The Taliban - you know, these guys?

"indulged in the "frenzied killing of shop owners, cart pullers, women and children shoppers". Women and girls were raped, and thousands of civilians, mainly ethnic Hazaras, were massacred"
http://lubpak.com...ves/5150

-and who would just love to do the same things to you and your kids?
TheGhostofOtto1923
1 / 5 (1) Feb 09, 2014
The Taliban - your best friends.

"the Taliban and their allies were responsible for 75% of Afghan civilian casualties in 2010, 80% in 2011, and 80% in 2012.

"Several Taliban and Al-Qaeda commanders ran a network of human trafficking, abducting women and selling them into sex slavery in Afghanistan and Pakistan... During one Taliban and Al-Qaeda offensive in 1999... more than 600 women were kidnapped."

-and nuclear Pakistanis best friend.

""Pakistan appears to be playing a double-game of astonishing magnitude," the report said.

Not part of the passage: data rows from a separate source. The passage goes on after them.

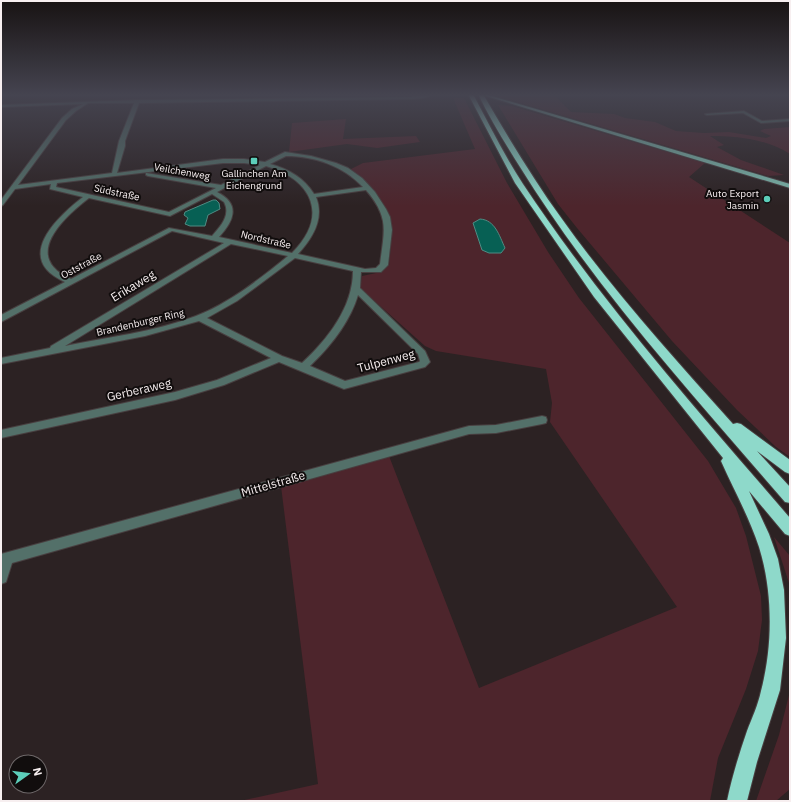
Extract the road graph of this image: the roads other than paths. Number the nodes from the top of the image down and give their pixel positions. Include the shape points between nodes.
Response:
1 (55, 131) edge
2 (126, 131) edge
3 (491, 131) edge
4 (502, 131) edge
5 (601, 131) edge
6 (265, 164) junction
7 (141, 171) junction
8 (114, 172) dead end
9 (55, 182) junction
10 (790, 186) edge
11 (221, 187) junction
12 (14, 188) junction
13 (368, 188) junction
14 (212, 192) junction
15 (88, 196) junction
16 (313, 196) junction
17 (1, 204) edge
18 (170, 214) junction
19 (171, 229) junction
20 (214, 238) junction
21 (230, 242) junction
22 (294, 256) junction
23 (357, 269) junction
24 (71, 282) junction
25 (356, 289) junction
26 (200, 318) junction
27 (1, 319) edge
28 (48, 352) junction
29 (280, 358) junction
30 (1, 361) edge
31 (303, 367) junction
32 (715, 411) junction
33 (542, 420) dead end
34 (1, 434) edge
35 (722, 447) junction
36 (790, 468) edge
37 (790, 497) edge
38 (790, 529) edge
39 (4, 559) edge
40 (1, 577) edge
41 (736, 801) edge

1 - 12 street
2 - 8 street
3 - 35 highway via 519,183 597,295
4 - 32 highway via 560,223 609,288
5 - 10 main road
6 - 7 street via 235,160
6 - 11 street
6 - 13 street via 285,154 295,154 346,169
6 - 16 street via 298,179
7 - 9 street
7 - 11 street, Veilchenweg
9 - 12 street
9 - 15 street, Südstraße via 52,188
11 - 14 street
12 - 17 street
13 - 16 street
13 - 23 street, Nordstraße via 383,210 388,225 384,265 373,271
14 - 18 street
14 - 20 street via 226,200 230,213 228,221
15 - 18 street, Südstraße
15 - 24 street via 55,224 44,246 46,262 54,273
16 - 22 street, Brandenburger Ring via 316,214 312,230
18 - 19 street
19 - 20 street, Nordstraße
19 - 24 street, Oststraße
20 - 21 street, Nordstraße
21 - 22 street, Nordstraße
21 - 28 street, Erikaweg
22 - 23 street, Nordstraße
22 - 26 street, Brandenburger Ring via 237,298
23 - 25 street
24 - 27 street, Oststraße
25 - 31 street via 336,328 317,354
25 - 31 street, Tulpenweg via 422,353 425,362 422,365 344,384
26 - 28 street, Brandenburger Ring via 150,332
26 - 29 street, Tulpenweg
28 - 30 street, Brandenburger Ring
29 - 31 street, Tulpenweg
29 - 34 street, Gerberaweg via 201,389
32 - 36 highway
32 - 37 highway
33 - 39 street, Mittelstraße via 496,429 469,430
35 - 38 highway
35 - 41 highway via 770,558 778,614 772,686
39 - 40 street, Mittelstraße

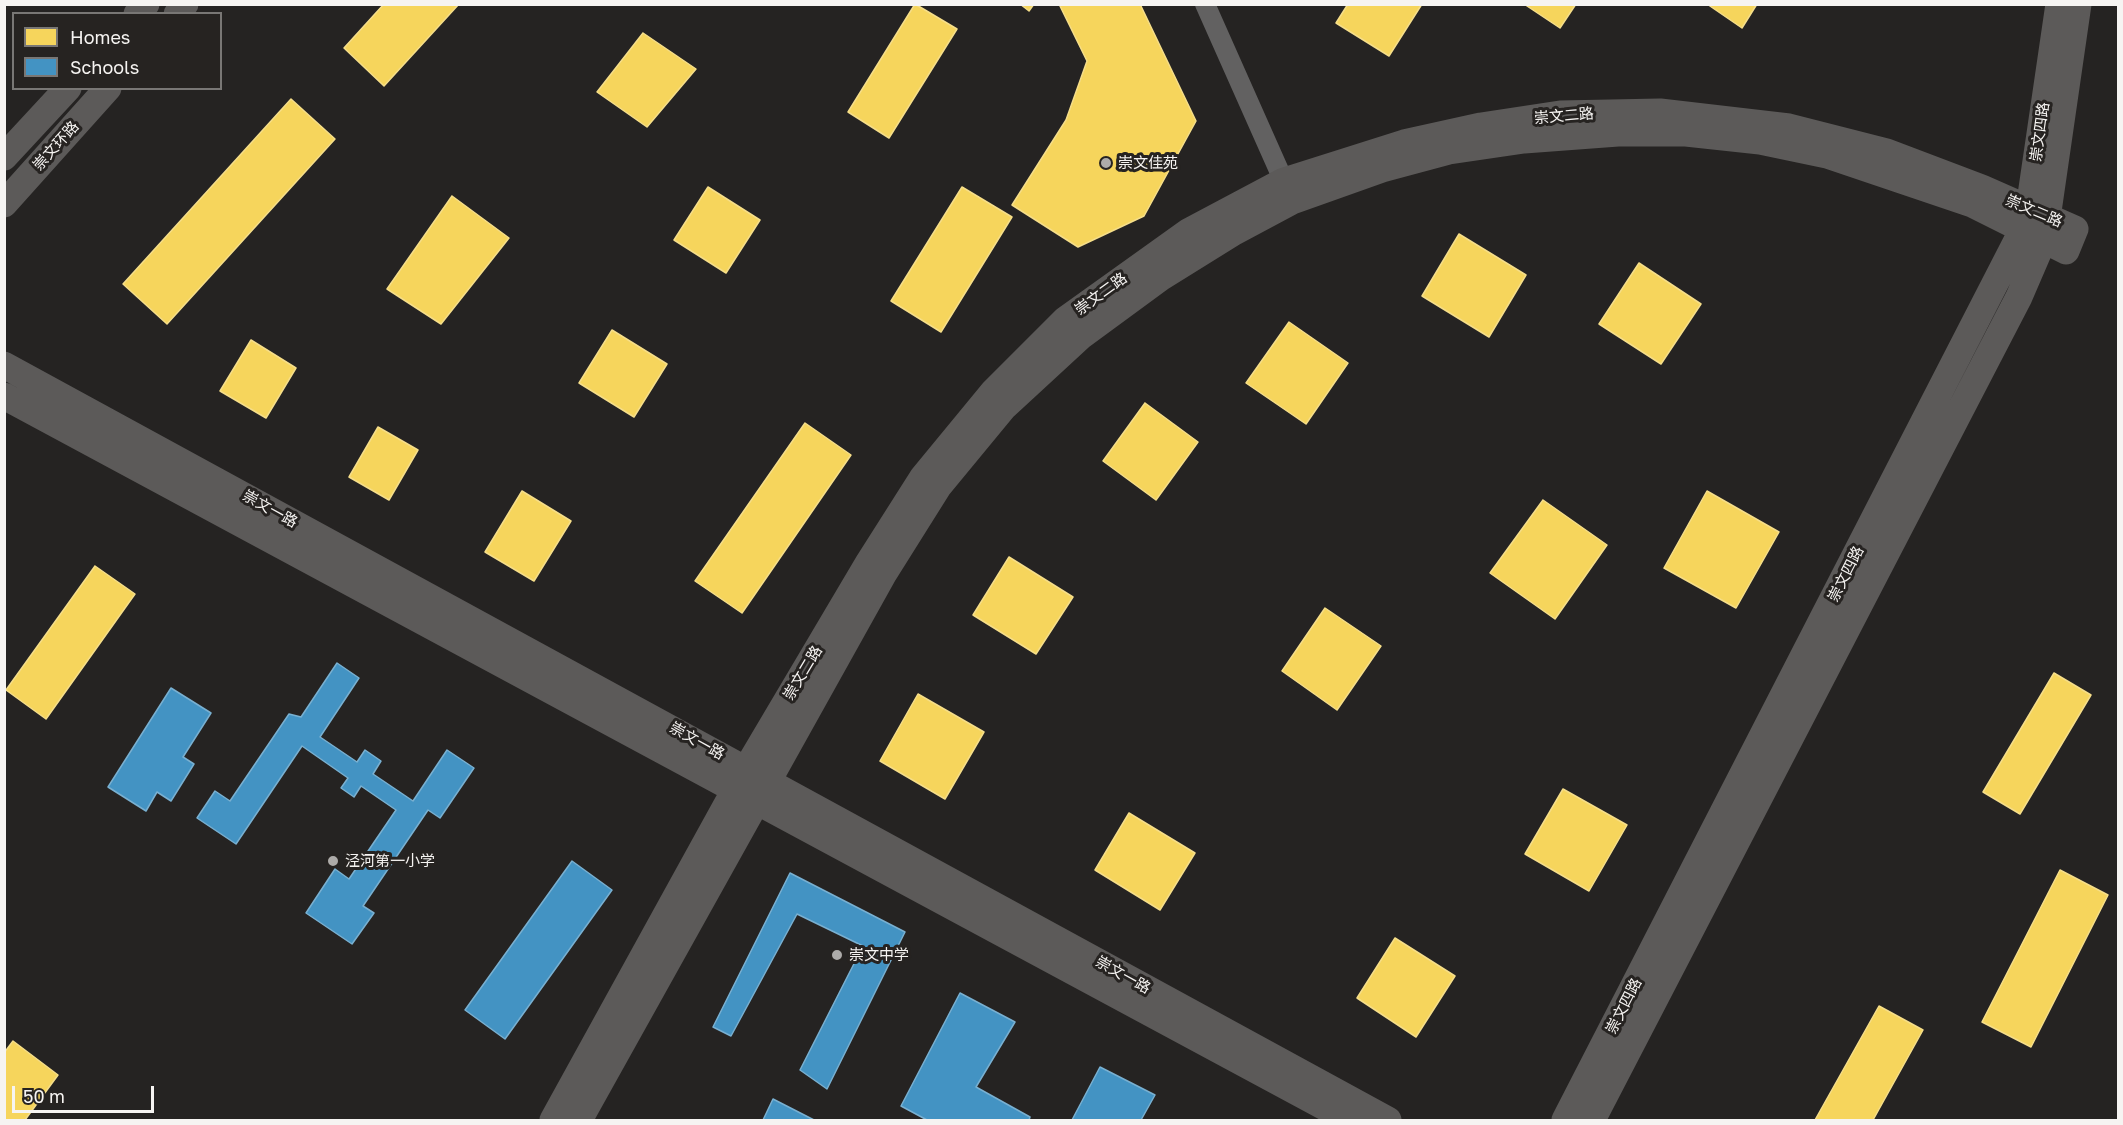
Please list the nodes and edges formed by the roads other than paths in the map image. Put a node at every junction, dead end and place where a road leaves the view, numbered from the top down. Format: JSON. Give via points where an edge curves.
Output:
{"nodes":[{"id":1,"x":1205,"y":4,"type":"edge"},
{"id":2,"x":2059,"y":4,"type":"edge"},
{"id":3,"x":2078,"y":4,"type":"edge"},
{"id":4,"x":66,"y":90,"type":"edge"},
{"id":5,"x":106,"y":90,"type":"edge"},
{"id":6,"x":4,"y":158,"type":"edge"},
{"id":7,"x":1288,"y":191,"type":"junction"},
{"id":8,"x":4,"y":204,"type":"edge"},
{"id":9,"x":2036,"y":224,"type":"junction"},
{"id":10,"x":4,"y":365,"type":"edge"},
{"id":11,"x":4,"y":396,"type":"edge"},
{"id":12,"x":752,"y":785,"type":"junction"},
{"id":13,"x":554,"y":1120,"type":"edge"},
{"id":14,"x":579,"y":1120,"type":"edge"},
{"id":15,"x":1349,"y":1120,"type":"edge"},
{"id":16,"x":1388,"y":1120,"type":"edge"},
{"id":17,"x":1565,"y":1120,"type":"edge"},
{"id":18,"x":1592,"y":1120,"type":"edge"}],
"edges":[{"from":1,"to":7,"type":"street"},
{"from":2,"to":9,"type":"street","name":"崇文四路"},
{"from":3,"to":9,"type":"street","name":"崇文四路"},
{"from":4,"to":6,"type":"street","name":"崇文环路"},
{"from":5,"to":8,"type":"street","name":"崇文环路"},
{"from":7,"to":9,"type":"street","name":"崇文二路","via":[[1404,143],[1481,126],[1560,114],[1660,112],[1789,127],[1876,149],[1982,188]]},
{"from":7,"to":12,"type":"street","name":"崇文二路","via":[[1081,336],[1004,407],[938,487]]},
{"from":9,"to":17,"type":"street","name":"崇文四路"},
{"from":9,"to":18,"type":"street","name":"崇文四路","via":[[2019,297]]},
{"from":10,"to":12,"type":"street","name":"崇文一路"},
{"from":11,"to":12,"type":"street","name":"崇文一路"},
{"from":12,"to":13,"type":"street","name":"崇文二路"},
{"from":12,"to":14,"type":"street","name":"崇文二路"},
{"from":12,"to":15,"type":"street","name":"崇文一路"},
{"from":12,"to":16,"type":"street","name":"崇文一路"}]}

The report also linked high-level members of the Pakistani government with the Taliban... "Without a change in Pakistani behaviour it will be difficult if not impossible for international forces and the Afghan government to make progress against the insurgency."

-How soon do we see nukes in the hands of Islamist extremists like your friends the Taliban?

"Bin Laden was able to forge an alliance between the Taliban and Al-Qaeda."
Shakescene21
1 / 5 (1) Feb 09, 2014
"and a second wave"
"So if you know a guy who know s a guy who MIGHT be a terrorist affiliate you might want to start packing for an american gualg. 'Free world' my posterior."

No, Antialias. If you know a guy who might be a terrorist, don't be surprised if NSA is monitoring your communications. I am glad that NSA is checking into the friends of suspected terrorists. If you are not yourself involved in terrorism you will not go to an "American gulag".